Therefore, normally, the Court should not exercise its discretion to grant anticipatory bail in disregard of the magnitude and seriousness of the matter. The nature and the gravity of the accusation, antecedents, possibility of the applicant to flee away from justice etc. are to be taken into consideration while adjudicating an application for anticipatory bail in a case of unnatural death of the daughter-in-law at the house of her in- laws while the case is still under investigation.

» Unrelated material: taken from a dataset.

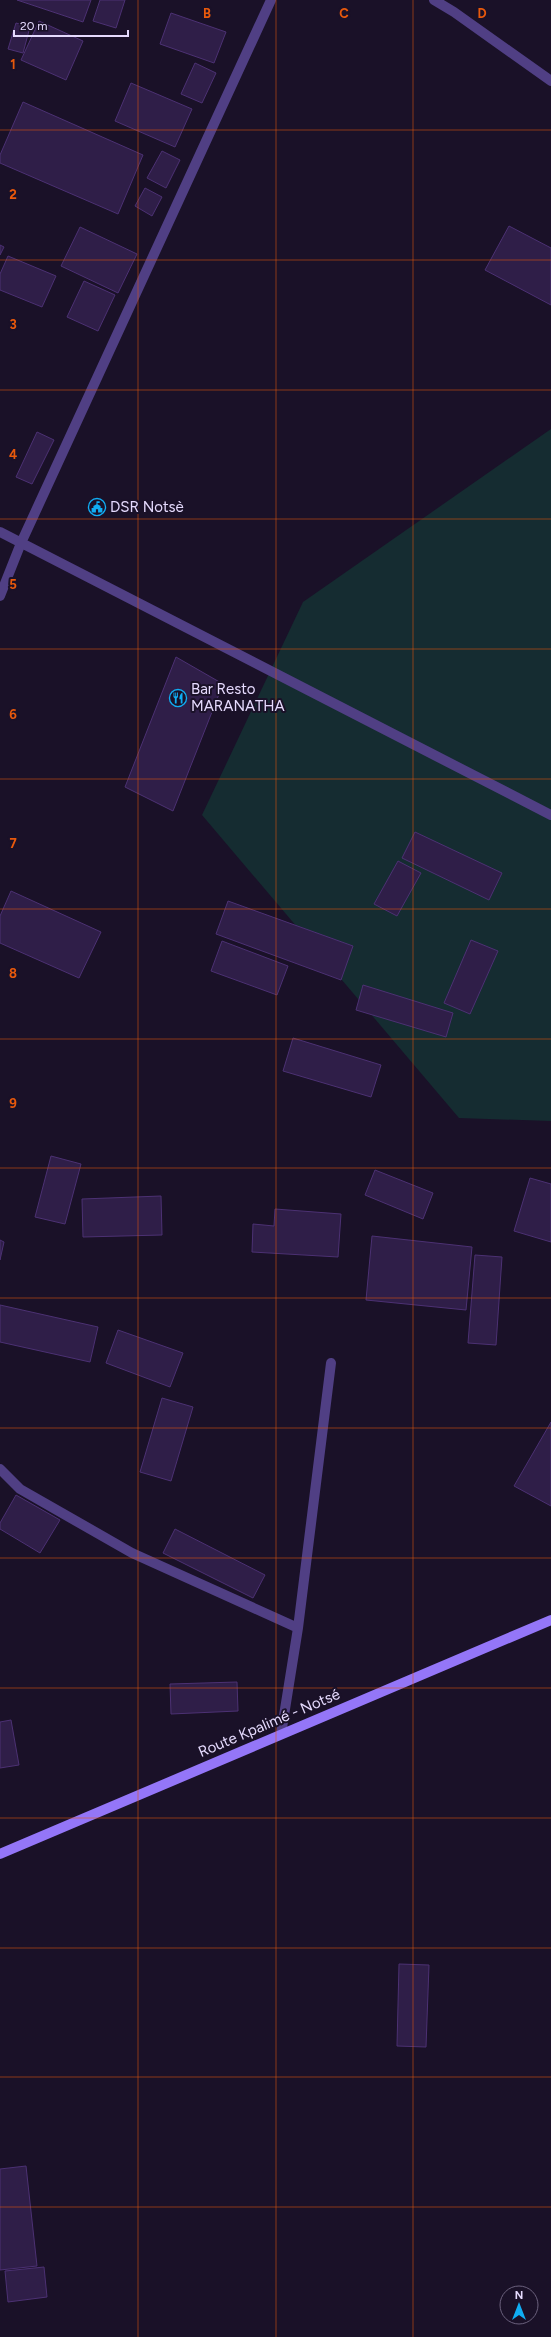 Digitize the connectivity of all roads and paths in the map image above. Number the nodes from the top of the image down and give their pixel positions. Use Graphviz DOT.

In the case of Preeti Bhatia -Vrs.- Republic of India reported in (2015) 61 Orissa Criminal Reports 131 while considering the application of the proviso to section 437(1) of Cr.P.C., it was held as follows:-
"11.....Though the beneficial provision relating to release of an accused under the age of sixteen years or on the ground of being a woman or sick or infirm has to be kept in mind while considering his/her bail in spite of his/her involvement in an offence punishable with death or imprisonment for life but at the same time the Court should also give due weight to the other aspects like nature and gravity of the offence etc. and also the adverse impact of the offence committed on the society."9
Considering the submissions made by the respective parties, the nature and gravity of the accusation against the petitioners nos. 1, 3 and 4, the statements of the family members of the deceased from her father's side as well as the statements of the neighbours of the petitioners relating to the demand of dowry and continuous physical and mental torture to the deceased in connection with such demand, the dying declaration of the deceased immediately after the occurrence before the neighbours, the manner in which a young bride lost her precious life fighting with death for a week and the necessity of custodial interrogation of the petitioners nos. 1, 3 and 4 by the investigating officer, I am not inclined to release the petitioners on anticipatory bail.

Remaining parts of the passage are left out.